### Exercise requirements
Retype the entries below without any change.

Saved data entries:
■ ■ ■ ■
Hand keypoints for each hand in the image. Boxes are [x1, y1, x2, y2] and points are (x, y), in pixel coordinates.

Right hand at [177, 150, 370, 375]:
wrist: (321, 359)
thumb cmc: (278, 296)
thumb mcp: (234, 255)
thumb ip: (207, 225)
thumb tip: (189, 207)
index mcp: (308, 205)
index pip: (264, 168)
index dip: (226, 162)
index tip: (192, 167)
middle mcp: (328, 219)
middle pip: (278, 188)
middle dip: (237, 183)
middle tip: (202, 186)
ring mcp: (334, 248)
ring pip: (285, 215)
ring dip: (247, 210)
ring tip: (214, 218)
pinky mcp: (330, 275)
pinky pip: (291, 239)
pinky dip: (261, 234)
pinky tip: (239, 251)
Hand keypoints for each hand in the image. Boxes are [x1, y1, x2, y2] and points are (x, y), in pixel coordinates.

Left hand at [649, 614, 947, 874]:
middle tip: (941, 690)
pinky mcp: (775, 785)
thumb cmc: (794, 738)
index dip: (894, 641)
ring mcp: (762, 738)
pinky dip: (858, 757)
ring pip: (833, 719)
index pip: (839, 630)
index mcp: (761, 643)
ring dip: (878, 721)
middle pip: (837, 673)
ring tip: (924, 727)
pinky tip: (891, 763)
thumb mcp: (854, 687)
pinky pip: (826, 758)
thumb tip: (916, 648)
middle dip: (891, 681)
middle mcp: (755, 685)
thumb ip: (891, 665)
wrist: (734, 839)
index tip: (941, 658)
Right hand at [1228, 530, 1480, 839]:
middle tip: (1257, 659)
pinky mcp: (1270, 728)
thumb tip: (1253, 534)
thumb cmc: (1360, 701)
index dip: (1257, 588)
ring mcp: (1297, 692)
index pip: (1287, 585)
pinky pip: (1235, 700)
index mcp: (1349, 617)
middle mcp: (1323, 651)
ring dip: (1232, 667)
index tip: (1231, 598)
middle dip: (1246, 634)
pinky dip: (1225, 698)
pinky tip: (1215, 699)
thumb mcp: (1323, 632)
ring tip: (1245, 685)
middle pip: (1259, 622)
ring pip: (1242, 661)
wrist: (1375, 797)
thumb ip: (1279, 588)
■ ■ ■ ■
### Answer area
Hand keypoints for each hand in the image. Boxes are [x1, y1, x2, y2] and points are (x, y), in pixel coordinates.

Right hand at [177, 150, 370, 375]:
wrist: (321, 359)
thumb cmc: (278, 296)
thumb mcp: (234, 255)
thumb ip: (207, 225)
thumb tip: (189, 207)
index mcp: (308, 205)
index pip: (264, 168)
index dip: (226, 162)
index tip: (192, 167)
middle mcp: (328, 219)
middle pip: (278, 188)
middle dip: (237, 183)
middle tip: (202, 186)
ring mcp: (334, 248)
ring pip: (285, 215)
ring dip: (247, 210)
ring tip: (214, 218)
pinky mcp: (330, 275)
pinky pip: (291, 239)
pinky dip: (261, 234)
pinky tip: (239, 251)
Hand keypoints for each hand in the image. Boxes are [x1, y1, x2, y2] and points are (x, y), in pixel coordinates.

Left hand at [649, 614, 947, 874]:
middle tip: (941, 690)
pinky mcp: (775, 785)
thumb cmc: (794, 738)
index dip: (894, 641)
ring mcp: (762, 738)
pinky dip: (858, 757)
ring pip: (833, 719)
index pip: (839, 630)
index mcp: (761, 643)
ring dip: (878, 721)
middle pip: (837, 673)
ring tip: (924, 727)
pinky tip: (891, 763)
thumb mcp: (854, 687)
pinky pip: (826, 758)
thumb tip: (916, 648)
middle dip: (891, 681)
middle mcp: (755, 685)
thumb ip: (891, 665)
wrist: (734, 839)
index tip: (941, 658)
Right hand at [1228, 530, 1480, 839]:
middle tip: (1257, 659)
pinky mcp: (1270, 728)
thumb tip: (1253, 534)
thumb cmc: (1360, 701)
index dip: (1257, 588)
ring mcp: (1297, 692)
index pip: (1287, 585)
pinky pip: (1235, 700)
index mcp: (1349, 617)
middle mcp: (1323, 651)
ring dip: (1232, 667)
index tip: (1231, 598)
middle dip: (1246, 634)
pinky dip: (1225, 698)
pinky tip: (1215, 699)
thumb mcp: (1323, 632)
ring tip: (1245, 685)
middle pip: (1259, 622)
ring pip: (1242, 661)
wrist: (1375, 797)
thumb ip: (1279, 588)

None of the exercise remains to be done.